WHAT YOU HAVE TO DO:
Which of the lines in the data below contain the string "from"? Copy each of them.
Start of EXTRACTED INFORMATION
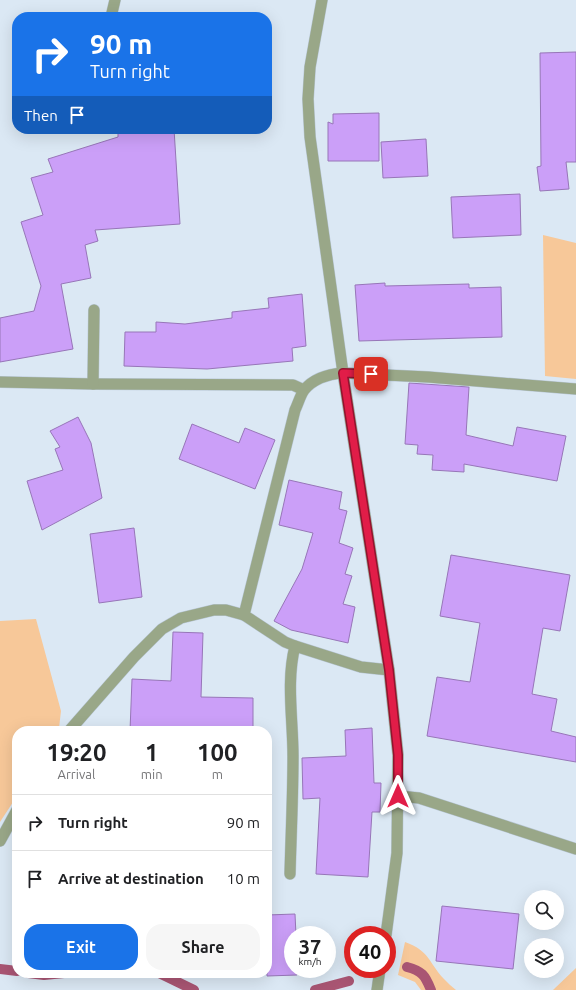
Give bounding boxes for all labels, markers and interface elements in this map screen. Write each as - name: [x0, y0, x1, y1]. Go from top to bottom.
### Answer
- icon: right: [24, 28, 76, 80]
- text: 90 m: [90, 28, 152, 59]
- text: Turn right: [90, 61, 170, 81]
- icon: arrive: [66, 104, 88, 126]
- text: Then: [24, 107, 58, 124]
- pin: [354, 357, 388, 391]
- icon: arrive: [360, 363, 382, 385]
- text: 19:20: [46, 739, 106, 766]
- text: 1: [145, 739, 158, 766]
- text: 100: [197, 739, 238, 766]
- text: Arrival: [57, 767, 95, 781]
- text: min: [141, 767, 163, 781]
- text: m: [212, 767, 223, 781]
- position arrow: [377, 775, 419, 817]
- icon: right: [24, 812, 46, 834]
- text: Turn right: [58, 814, 128, 831]
- text: 90 m: [227, 814, 260, 831]
- icon: arrive: [24, 868, 46, 890]
- text: Arrive at destination: [58, 870, 204, 887]
- text: 10 m: [227, 870, 260, 887]
- map controls: [524, 890, 564, 978]
- button: search: [524, 890, 564, 930]
- button: Exit: [24, 924, 138, 970]
- button: Share: [146, 924, 260, 970]
- speed limit sign: 40: [344, 926, 396, 978]
- text: 37: [299, 935, 321, 958]
- button: layers: [524, 938, 564, 978]
- text: km/h: [298, 956, 322, 967]

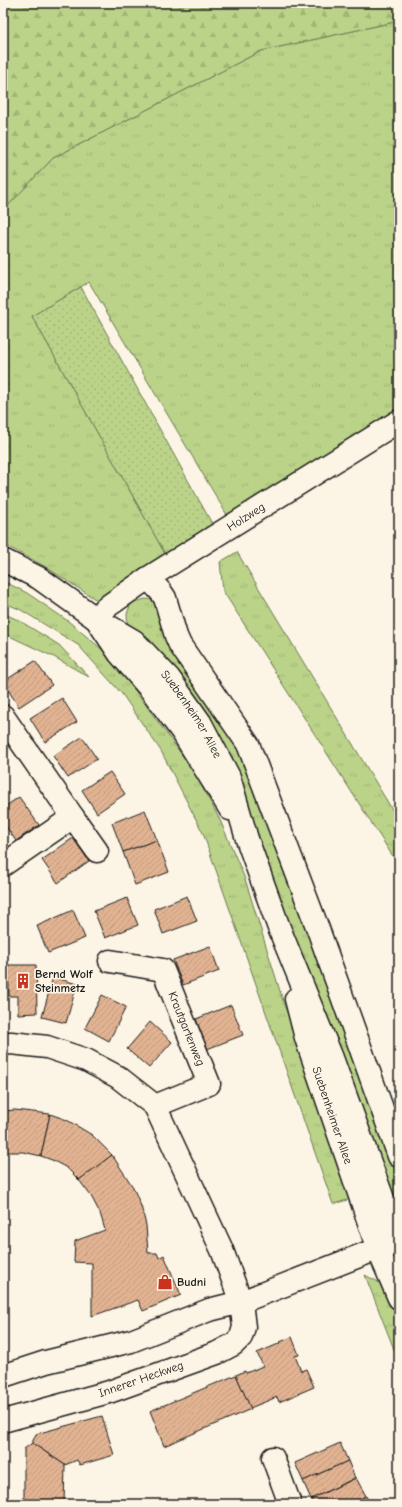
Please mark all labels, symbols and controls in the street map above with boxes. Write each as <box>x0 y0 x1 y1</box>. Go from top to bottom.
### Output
street label: Holzweg <box>224 500 268 534</box>
street label: Suebenheimer Allee <box>158 667 225 761</box>
place label: Bernd Wolf Steinmetz <box>35 967 94 995</box>
building icon: Bernd Wolf Steinmetz <box>14 972 32 990</box>
street label: Krautgartenweg <box>165 989 208 1068</box>
street label: Suebenheimer Allee <box>309 1065 356 1166</box>
shop icon: Budni <box>156 1273 174 1291</box>
place label: Budni <box>177 1275 206 1289</box>
street label: Innerer Heckweg <box>97 1358 185 1400</box>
End of EXTRACTED INFORMATION
OUTPUT OF THE EXERCISE:
Give bounding boxes for all labels, markers and interface elements in this map screen. Write each as - name: [x0, y0, x1, y1]. Go from top to bottom.
Please mark all labels, symbols and controls in the street map above with boxes. Write each as <box>x0 y0 x1 y1</box>. Go from top to bottom.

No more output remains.